Andrew Francis Cannon (born 14 March 1996) is an English professional footballer who plays as a midfielder for Wrexham.

Club career

Rochdale 
Cannon made his first team debut for Rochdale on 27 September 2014, coming on as a second-half substitute for Bastien Hery in an away League One match against Leyton Orient at Brisbane Road.

On 20 May 2015, Cannon signed a contract extension at Rochdale to keep him at the club until the summer of 2017.

Cannon scored his first goal for Rochdale in a 3–2 loss to Peterborough United on 6 August 2016, and then scored his second goal for the club on 9 August 2016 in a 3–1 EFL Cup win over Chesterfield.

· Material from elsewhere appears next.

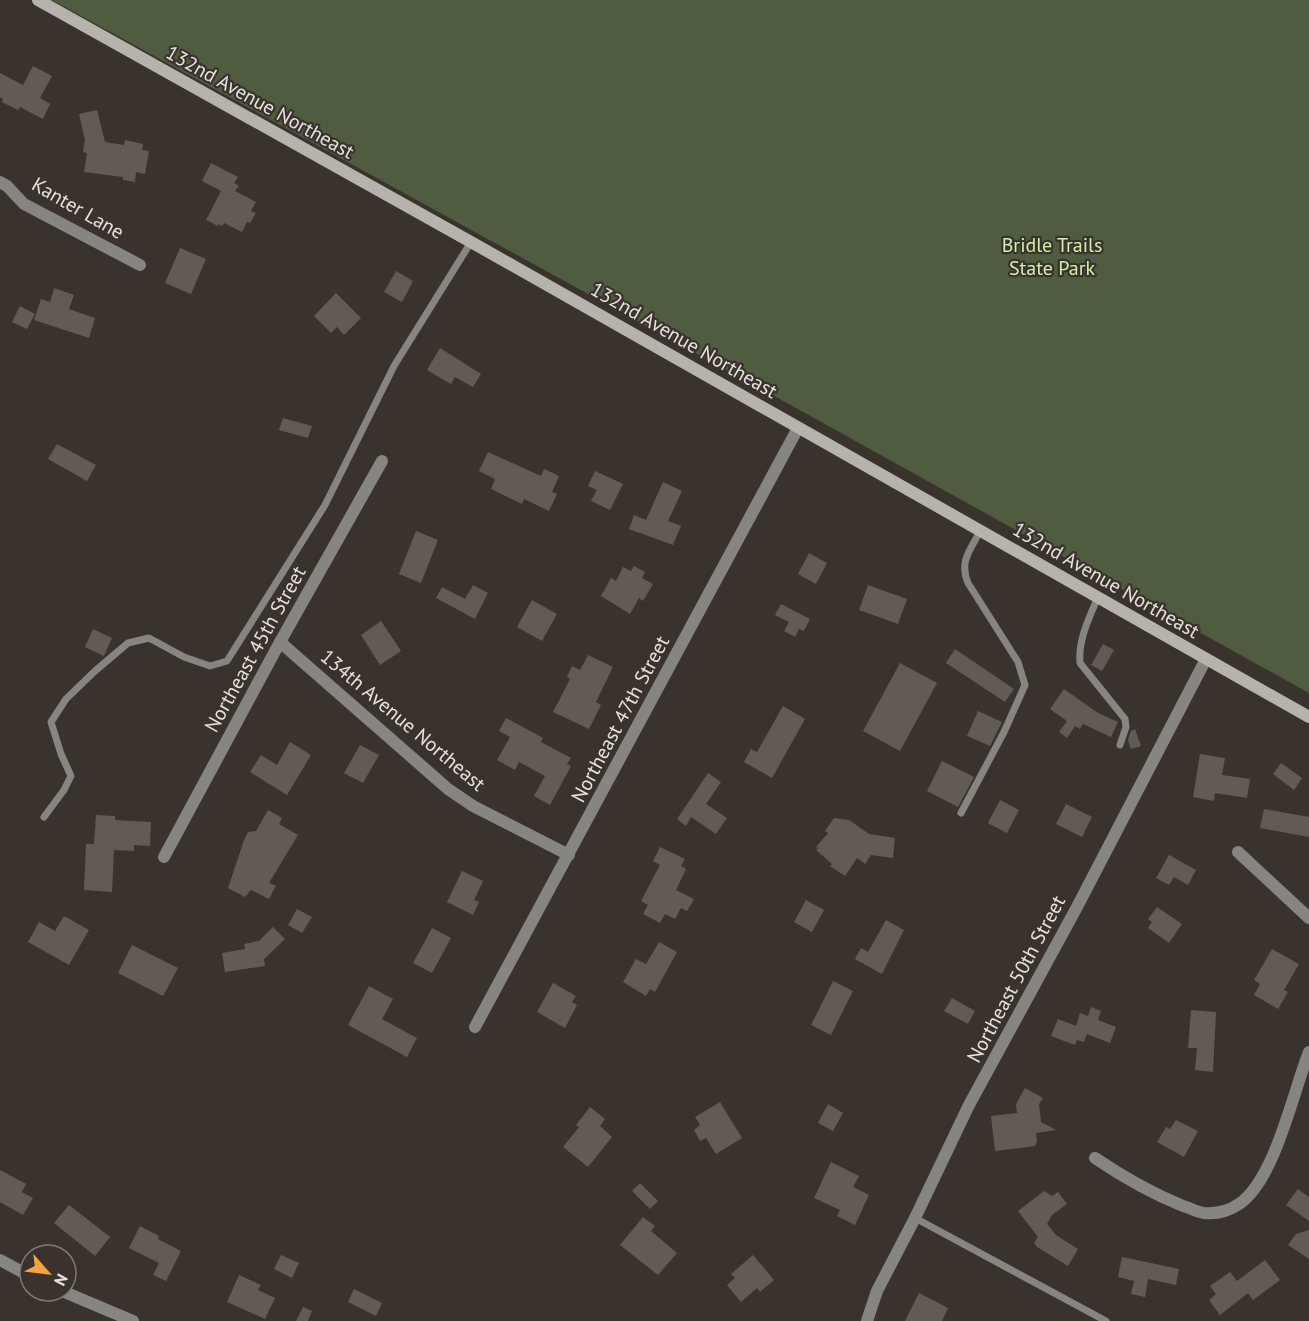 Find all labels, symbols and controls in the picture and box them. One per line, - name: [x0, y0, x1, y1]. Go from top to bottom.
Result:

He was man of the match in Rochdale's 2–2 draw in the 5th round of the FA Cup against Tottenham Hotspur.

He was offered a new contract by Rochdale at the end of the 2017–18 season.

Portsmouth 
Cannon signed for Portsmouth on 2 January 2019 for an undisclosed fee reported to be around £150,000. Kenny Jackett has suggested that he sees Cannon as an attacking midfielder. Cannon was cup-tied for Portsmouth's win in the 2019 EFL Trophy Final.

Hull City
On 16 June 2021, Cannon signed a two-year deal with Hull City, the club holding an option for a further year.
He made his debut for Hull City on 7 August 2021, after coming on as a substitute in the 4–1 away win at Preston North End, scoring his first goal for Hull in extra time.

Stockport County (loan)
On 24 March 2022, Cannon moved to Stockport County on loan for the remainder of the season.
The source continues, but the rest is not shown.